Dataset entries
+++
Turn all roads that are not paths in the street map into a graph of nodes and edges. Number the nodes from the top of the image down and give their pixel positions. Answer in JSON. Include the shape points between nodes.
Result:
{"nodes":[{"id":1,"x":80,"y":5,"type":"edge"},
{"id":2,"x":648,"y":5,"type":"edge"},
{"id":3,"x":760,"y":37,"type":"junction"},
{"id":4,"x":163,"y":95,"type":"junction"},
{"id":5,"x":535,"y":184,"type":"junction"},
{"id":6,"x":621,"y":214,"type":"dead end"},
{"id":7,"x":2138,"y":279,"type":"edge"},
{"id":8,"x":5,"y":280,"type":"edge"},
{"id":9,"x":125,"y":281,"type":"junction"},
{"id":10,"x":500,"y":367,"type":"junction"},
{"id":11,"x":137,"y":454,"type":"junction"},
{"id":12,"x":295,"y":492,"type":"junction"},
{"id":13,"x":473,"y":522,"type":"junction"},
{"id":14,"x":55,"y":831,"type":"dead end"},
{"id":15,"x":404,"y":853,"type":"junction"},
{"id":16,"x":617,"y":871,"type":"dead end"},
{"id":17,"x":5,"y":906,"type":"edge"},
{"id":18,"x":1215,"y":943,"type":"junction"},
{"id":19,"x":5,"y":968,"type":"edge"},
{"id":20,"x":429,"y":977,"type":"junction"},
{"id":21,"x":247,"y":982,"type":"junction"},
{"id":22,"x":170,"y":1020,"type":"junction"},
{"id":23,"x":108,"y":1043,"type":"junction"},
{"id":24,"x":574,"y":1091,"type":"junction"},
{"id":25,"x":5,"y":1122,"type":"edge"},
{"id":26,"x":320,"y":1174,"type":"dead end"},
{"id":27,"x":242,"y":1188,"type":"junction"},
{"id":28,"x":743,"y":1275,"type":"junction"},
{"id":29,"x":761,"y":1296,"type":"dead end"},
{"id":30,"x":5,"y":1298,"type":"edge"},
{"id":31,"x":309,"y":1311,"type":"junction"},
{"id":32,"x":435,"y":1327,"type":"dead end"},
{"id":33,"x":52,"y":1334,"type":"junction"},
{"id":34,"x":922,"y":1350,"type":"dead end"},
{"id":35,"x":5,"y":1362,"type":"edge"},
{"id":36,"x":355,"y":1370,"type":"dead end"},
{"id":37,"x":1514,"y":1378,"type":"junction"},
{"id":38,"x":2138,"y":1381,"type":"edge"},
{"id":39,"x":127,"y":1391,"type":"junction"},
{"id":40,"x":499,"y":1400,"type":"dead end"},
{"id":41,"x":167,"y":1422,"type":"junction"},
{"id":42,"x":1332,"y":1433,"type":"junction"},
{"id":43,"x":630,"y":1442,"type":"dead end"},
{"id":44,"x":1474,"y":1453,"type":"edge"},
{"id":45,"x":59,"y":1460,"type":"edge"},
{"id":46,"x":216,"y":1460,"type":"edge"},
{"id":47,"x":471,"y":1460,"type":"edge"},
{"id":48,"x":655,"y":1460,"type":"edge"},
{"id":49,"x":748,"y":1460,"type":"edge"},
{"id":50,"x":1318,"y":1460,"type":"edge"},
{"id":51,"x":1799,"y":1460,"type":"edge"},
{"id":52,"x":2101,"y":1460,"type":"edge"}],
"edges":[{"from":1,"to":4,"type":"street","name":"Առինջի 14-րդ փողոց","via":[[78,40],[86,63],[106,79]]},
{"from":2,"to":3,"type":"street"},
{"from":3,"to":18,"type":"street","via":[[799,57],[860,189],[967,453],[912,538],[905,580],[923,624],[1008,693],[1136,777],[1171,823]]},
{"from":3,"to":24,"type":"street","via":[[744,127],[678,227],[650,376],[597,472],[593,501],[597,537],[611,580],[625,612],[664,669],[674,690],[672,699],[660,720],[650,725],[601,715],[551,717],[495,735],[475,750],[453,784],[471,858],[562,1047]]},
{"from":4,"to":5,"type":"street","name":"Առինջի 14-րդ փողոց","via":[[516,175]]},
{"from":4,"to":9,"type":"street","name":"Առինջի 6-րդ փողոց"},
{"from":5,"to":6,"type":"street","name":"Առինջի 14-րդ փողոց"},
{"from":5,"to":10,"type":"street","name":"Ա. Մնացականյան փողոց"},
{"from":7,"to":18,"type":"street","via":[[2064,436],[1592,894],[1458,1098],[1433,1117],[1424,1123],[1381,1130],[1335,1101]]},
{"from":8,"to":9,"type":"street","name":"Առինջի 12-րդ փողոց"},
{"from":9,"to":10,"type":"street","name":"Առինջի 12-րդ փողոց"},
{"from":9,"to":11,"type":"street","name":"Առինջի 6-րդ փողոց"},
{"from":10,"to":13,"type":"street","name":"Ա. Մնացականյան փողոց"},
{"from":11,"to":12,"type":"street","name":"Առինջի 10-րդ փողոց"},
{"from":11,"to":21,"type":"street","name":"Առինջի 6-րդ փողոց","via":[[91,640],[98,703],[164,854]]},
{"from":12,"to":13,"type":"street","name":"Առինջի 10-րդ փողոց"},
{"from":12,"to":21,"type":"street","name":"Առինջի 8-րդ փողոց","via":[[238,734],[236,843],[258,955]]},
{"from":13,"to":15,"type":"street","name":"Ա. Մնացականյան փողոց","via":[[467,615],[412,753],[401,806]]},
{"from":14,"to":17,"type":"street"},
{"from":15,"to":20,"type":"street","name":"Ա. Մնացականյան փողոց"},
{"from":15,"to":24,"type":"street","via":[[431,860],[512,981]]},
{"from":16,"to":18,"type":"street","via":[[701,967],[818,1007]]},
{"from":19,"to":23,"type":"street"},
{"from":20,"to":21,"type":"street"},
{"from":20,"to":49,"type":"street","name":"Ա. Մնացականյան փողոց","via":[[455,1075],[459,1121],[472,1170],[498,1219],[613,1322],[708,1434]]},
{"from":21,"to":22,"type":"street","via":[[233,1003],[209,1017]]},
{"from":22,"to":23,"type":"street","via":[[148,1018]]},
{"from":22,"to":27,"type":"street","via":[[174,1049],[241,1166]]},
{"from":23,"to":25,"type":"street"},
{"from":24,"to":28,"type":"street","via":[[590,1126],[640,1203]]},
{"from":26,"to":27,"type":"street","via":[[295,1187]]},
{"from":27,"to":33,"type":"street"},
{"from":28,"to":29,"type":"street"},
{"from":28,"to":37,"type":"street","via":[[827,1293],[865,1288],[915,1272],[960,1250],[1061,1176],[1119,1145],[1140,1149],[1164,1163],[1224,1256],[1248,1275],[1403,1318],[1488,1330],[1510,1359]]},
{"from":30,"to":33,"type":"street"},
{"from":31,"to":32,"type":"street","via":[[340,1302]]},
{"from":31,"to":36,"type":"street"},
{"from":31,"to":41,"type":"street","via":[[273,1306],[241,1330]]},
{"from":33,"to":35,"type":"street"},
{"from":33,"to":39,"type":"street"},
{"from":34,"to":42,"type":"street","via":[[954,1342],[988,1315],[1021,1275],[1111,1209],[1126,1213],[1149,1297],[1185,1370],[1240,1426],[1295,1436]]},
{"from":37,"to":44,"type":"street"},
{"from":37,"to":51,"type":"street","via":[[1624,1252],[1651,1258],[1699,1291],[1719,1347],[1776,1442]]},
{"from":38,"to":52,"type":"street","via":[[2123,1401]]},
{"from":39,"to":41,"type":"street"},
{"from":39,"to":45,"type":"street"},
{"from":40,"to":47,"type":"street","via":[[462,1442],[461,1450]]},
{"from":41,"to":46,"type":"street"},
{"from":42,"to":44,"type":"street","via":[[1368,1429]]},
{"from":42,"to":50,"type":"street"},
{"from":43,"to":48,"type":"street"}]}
+++
▸ **DIRECTIONS**: Using the data above, return every line that contains the string "edges".

▸ **SOLUTION FOR THIS PROBLEM**:
Turn all roads that are not paths in the street map into a graph of nodes and edges. Number the nodes from the top of the image down and give their pixel positions. Answer in JSON. Include the shape points between nodes.
"edges":[{"from":1,"to":4,"type":"street","name":"Առինջի 14-րդ փողոց","via":[[78,40],[86,63],[106,79]]},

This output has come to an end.